» **TASK DESCRIPTION**
State how many lines of the data below hold the string "name", giving nothing but the number.

(PROVIDED DATA Opens)

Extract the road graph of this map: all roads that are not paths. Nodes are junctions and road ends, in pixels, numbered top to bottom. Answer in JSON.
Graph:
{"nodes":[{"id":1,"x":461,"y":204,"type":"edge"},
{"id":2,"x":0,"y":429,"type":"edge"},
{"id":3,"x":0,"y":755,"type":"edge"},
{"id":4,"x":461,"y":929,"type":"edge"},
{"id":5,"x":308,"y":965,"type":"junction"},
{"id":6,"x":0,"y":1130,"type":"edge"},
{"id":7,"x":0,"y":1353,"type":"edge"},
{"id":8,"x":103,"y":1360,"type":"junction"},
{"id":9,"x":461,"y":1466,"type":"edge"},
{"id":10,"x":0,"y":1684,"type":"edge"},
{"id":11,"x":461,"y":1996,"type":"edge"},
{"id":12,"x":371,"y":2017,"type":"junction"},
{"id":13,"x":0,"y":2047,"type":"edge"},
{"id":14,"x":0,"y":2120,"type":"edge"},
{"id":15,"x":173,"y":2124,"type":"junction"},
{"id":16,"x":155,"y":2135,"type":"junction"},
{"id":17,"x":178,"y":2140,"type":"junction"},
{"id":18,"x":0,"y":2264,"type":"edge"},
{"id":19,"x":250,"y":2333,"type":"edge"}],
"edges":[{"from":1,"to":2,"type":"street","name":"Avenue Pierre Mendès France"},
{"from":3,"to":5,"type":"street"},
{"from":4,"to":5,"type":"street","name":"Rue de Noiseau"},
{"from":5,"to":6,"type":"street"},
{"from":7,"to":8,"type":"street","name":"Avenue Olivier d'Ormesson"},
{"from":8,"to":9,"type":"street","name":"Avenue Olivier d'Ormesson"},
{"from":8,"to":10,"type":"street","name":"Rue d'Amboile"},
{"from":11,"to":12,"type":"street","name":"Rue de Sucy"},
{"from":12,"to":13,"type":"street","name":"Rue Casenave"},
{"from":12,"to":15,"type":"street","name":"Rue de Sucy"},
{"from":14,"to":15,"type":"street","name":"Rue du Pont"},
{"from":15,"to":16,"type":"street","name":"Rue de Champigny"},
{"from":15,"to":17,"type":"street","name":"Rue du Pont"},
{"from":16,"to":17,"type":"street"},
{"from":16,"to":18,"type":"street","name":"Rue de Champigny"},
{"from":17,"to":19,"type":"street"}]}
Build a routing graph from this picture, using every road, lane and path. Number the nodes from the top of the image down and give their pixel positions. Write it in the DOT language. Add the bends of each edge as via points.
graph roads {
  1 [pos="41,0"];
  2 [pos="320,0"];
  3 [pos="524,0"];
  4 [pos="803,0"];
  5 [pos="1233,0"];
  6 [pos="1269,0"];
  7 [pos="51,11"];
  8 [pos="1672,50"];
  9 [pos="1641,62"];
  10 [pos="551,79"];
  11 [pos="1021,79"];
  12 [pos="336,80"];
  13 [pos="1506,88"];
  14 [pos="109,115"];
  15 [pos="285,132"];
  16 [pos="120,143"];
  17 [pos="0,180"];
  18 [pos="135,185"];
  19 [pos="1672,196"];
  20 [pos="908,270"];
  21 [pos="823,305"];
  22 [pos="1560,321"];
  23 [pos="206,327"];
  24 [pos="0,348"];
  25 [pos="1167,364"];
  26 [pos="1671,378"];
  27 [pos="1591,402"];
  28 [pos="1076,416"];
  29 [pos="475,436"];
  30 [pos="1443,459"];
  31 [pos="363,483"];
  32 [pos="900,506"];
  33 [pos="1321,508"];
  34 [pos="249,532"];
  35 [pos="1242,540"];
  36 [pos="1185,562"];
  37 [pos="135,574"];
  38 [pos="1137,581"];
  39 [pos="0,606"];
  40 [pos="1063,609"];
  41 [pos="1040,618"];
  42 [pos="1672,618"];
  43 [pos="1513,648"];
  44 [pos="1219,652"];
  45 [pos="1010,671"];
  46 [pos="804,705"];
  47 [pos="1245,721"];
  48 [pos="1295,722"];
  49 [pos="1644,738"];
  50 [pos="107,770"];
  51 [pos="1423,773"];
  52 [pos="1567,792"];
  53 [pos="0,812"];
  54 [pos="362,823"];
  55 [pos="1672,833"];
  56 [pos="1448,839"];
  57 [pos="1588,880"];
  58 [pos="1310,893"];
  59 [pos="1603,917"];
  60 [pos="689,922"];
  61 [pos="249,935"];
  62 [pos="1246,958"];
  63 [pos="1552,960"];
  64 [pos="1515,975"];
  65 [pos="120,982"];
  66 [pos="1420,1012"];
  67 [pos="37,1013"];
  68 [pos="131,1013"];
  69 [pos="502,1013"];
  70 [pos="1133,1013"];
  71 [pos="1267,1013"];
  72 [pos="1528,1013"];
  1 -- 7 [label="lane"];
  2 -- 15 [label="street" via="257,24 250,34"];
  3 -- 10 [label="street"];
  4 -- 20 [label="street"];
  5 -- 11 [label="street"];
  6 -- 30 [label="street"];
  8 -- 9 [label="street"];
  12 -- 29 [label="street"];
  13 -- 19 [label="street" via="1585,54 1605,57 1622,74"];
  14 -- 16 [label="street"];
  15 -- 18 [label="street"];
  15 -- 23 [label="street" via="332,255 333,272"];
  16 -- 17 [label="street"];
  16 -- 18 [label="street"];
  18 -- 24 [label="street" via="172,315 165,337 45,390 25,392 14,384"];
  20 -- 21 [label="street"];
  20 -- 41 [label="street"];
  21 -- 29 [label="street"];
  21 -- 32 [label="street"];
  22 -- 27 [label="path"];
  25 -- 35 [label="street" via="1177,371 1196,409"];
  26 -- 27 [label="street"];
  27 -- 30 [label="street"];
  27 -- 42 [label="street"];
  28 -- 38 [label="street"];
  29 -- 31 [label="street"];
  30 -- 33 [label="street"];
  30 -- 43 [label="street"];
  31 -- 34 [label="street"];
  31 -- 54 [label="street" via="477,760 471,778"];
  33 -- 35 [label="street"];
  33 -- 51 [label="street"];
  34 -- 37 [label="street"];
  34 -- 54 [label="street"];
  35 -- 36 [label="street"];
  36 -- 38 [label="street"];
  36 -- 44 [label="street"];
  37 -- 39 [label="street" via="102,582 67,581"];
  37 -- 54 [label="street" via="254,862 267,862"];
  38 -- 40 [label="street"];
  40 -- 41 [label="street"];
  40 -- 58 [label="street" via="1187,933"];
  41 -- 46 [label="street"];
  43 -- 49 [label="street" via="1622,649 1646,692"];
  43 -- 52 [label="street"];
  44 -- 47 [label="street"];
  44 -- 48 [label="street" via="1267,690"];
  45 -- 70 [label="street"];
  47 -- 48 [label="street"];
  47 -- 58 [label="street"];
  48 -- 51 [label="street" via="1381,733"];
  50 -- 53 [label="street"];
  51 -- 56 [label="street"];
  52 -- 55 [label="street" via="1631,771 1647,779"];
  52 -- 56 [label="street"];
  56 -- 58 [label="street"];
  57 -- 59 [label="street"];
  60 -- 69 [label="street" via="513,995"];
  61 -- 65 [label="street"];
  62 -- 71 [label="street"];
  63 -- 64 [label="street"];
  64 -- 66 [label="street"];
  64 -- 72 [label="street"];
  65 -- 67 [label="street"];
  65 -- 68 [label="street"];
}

(PROVIDED DATA Closes)

» **THE COMPLETED TASK**
12